Not long after – and with his wife, model Elke Kellick, and their two young children in tow – he made the move to Los Angeles in pursuit of Hollywood. Within months of landing, he was cast as one of the villains in Cliffhanger. “That wasn’t an actor’s role,” he concedes. “I was booked because of the way I looked.” It was an interesting era for Brits abroad. The likes of Gary Oldman, Alan Rickman or Bruce Payne could be cast as weirdo villains, but Fairbrass was of a different breed: a Brit who could convincingly trade blows with American behemoths. He liked Stallone a lot. “He was next door to me in the hotel and we collided on the first day and he gave me some advice: ‘Craig, you have a lot going for you. Look in the mirror. Get out there. Sell it.’ I’ve never forgotten those words.”
His subsequent work in the US was less high-profile – nobody will remember, nor want to, the time he played second fiddle to Brigitte Nielsen in a sci-fi thriller called Galaxis, for instance. But Fairbrass didn’t mind. He calls Los Angeles “a very strange place” and somewhere he didn’t want to raise his children, so he and his family moved back to the UK by the end of the Nineties. Then EastEnders came calling.
He’s not sure if his two years on Albert Square – where, among many other juicy plots, he served as one of the prime suspects in the famous “Who Shot Phil?” storyline – helped or hindered his career, but he says the show made him a better actor. “No one’s done what I’ve done since leaving EastEnders. It gave me great confidence. If you don’t come out of that place a very together actor, you’re doing something wrong. I’ve been in scenarios where I’ve had to say to myself, ‘if you can do EastEnders, you can do anything’.”
He left the show behind partly to seek out more diverse material, which didn’t immediately come to fruition. “I have had [frustrating thoughts] many, many times,” he says. “I went through a really bad stage 16 or 17 years ago and became disillusioned with the business and felt I wasn’t getting anywhere. But you have to keep the belief. Beggars can’t be choosers and sometimes you’ll be in something that isn’t good but you’re good in it and somebody will see it and you slowly claw your way up. That’s basically what happened to me.”
Now nearing 60, Fairbrass is acutely aware that his days of smashing blokes to pieces on film sets are coming to an end. Despite his fans’ protests, he plans to “phase out” from the action genre in the near future. “People want me to do stuff and I say, ‘it’s fine, just get me a f***ing unbelievable double’ – Liam Neeson’s got three!”

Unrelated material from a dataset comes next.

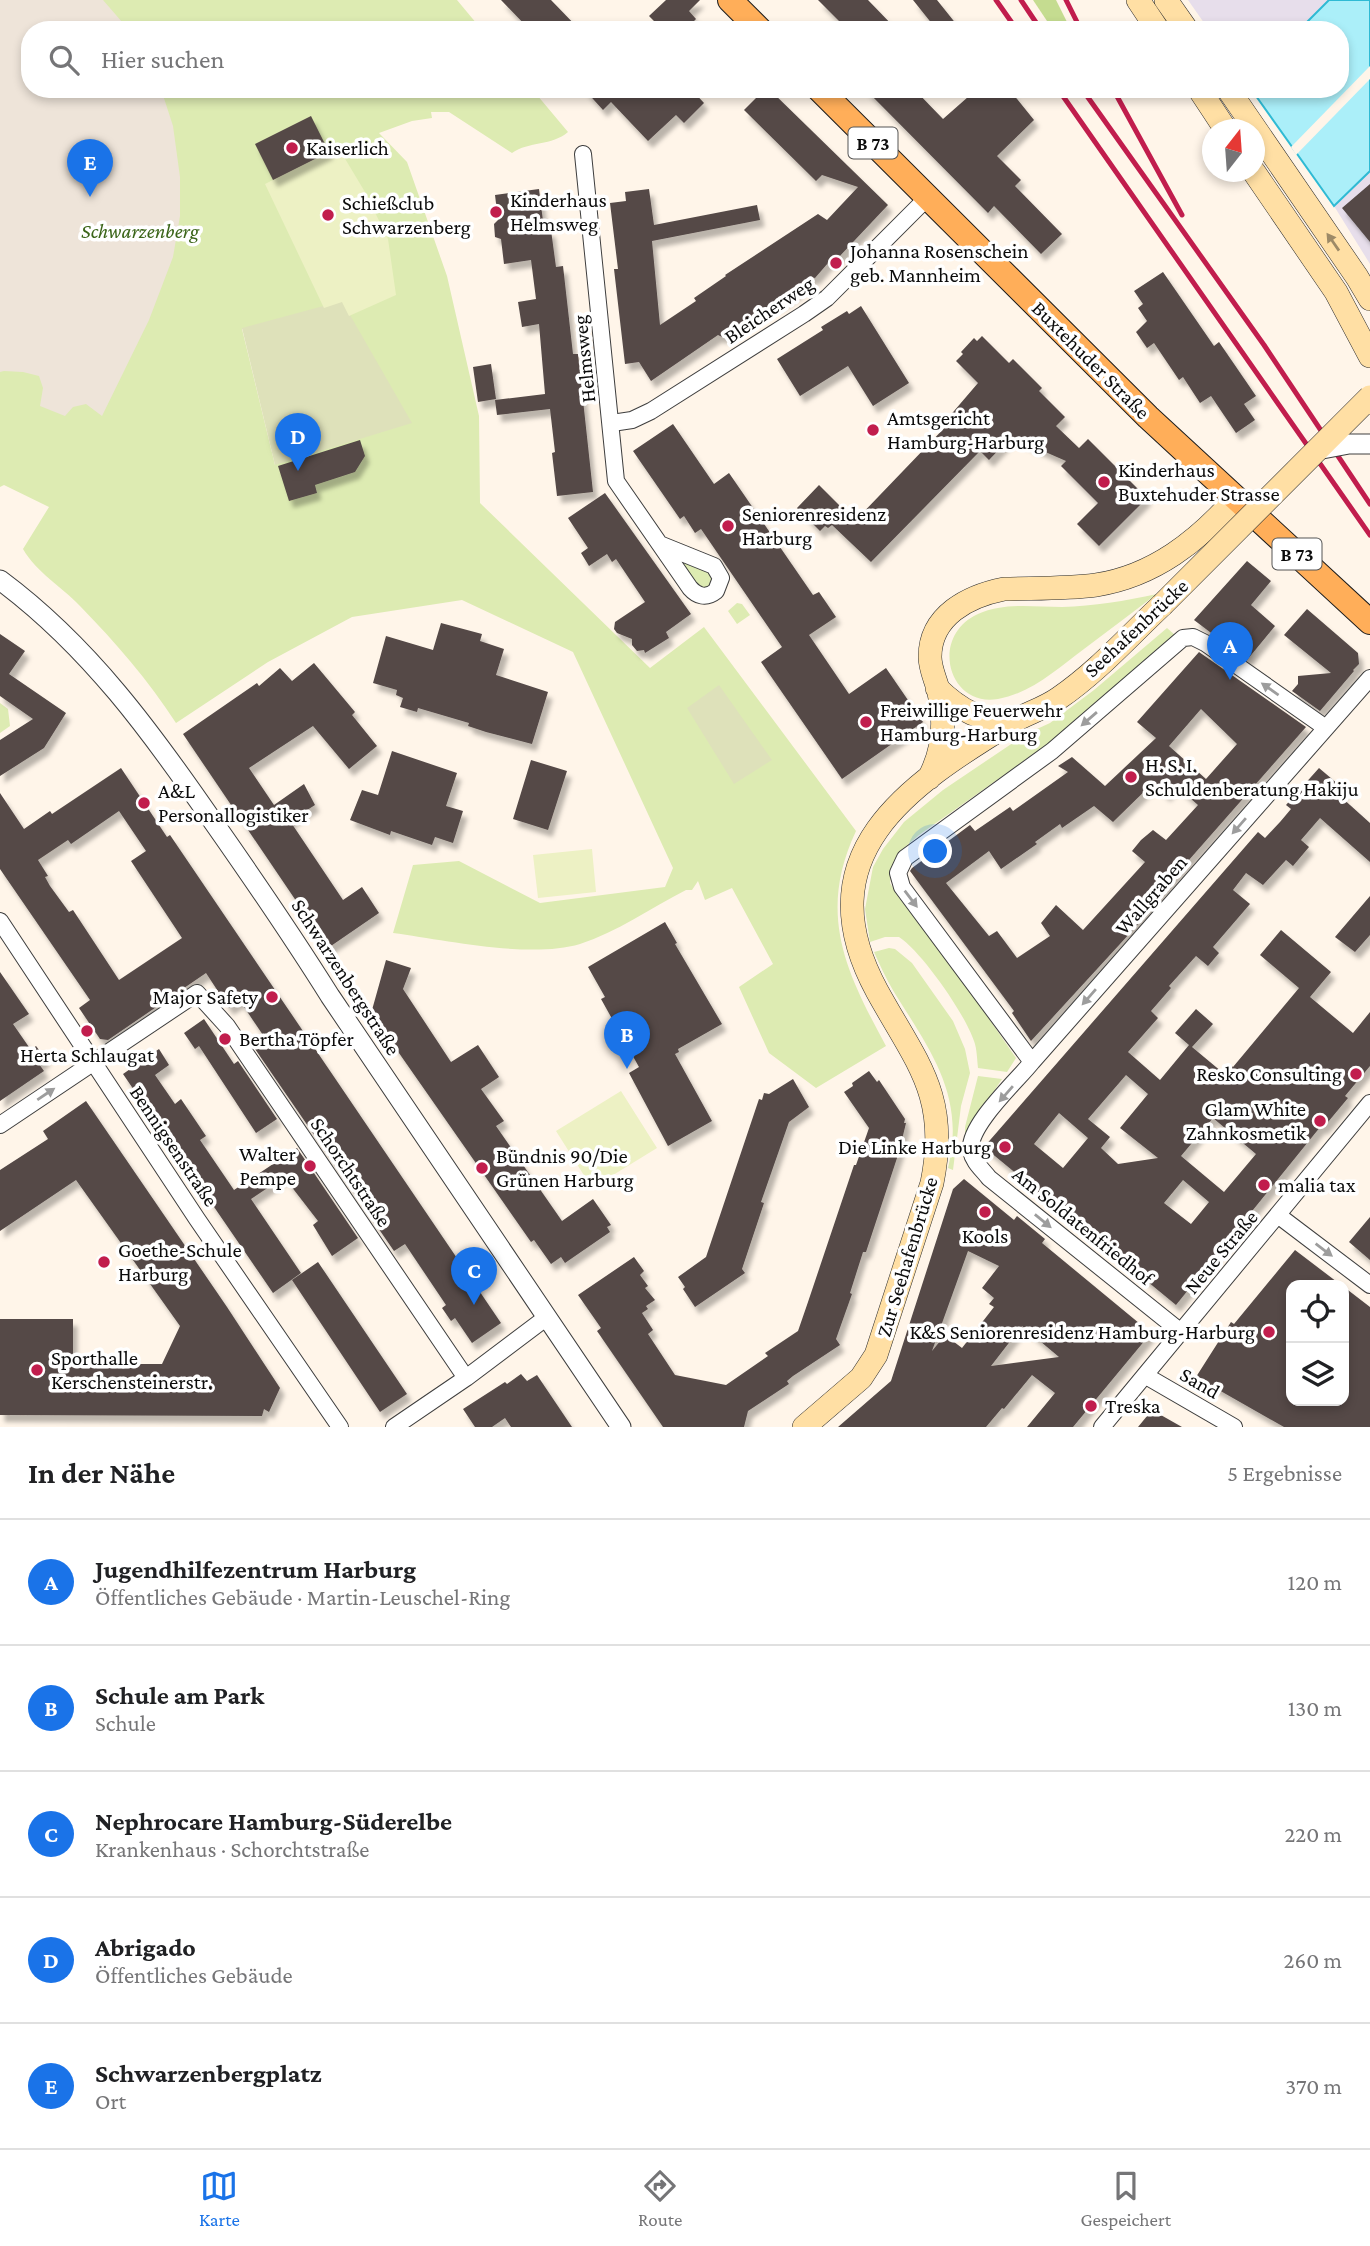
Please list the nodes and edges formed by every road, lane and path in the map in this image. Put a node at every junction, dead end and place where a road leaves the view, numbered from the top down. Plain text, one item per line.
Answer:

In the meantime, he’s basking in the glow of the critical notices he’s received of late. Later this month he and Muscle are set to be celebrated at the British Film Institute as part of their Acting Hard season on films about working-class masculinity. “It’s lovely and it’s beautiful because I’ve wanted it for so long,” he says. “I’ve just wanted to be taken seriously as an actor. That’s my biggest driving force.”
He adds that he likes to read his reviews, and mentions a glowing notice he received in The New York Times for his work in the 2020 film Villain. “Craig Fairbrass plays [an] ageing ex-con with a pained nobility that sets him apart from the motormouthed Cockneys who typically throng movies like this,” it read. He remembers the film’s producer emailing him another rave upon the film’s release, and being bowled over in the moment.
“I was standing in my kitchen with sore eyes and I just go, ‘thank you’.”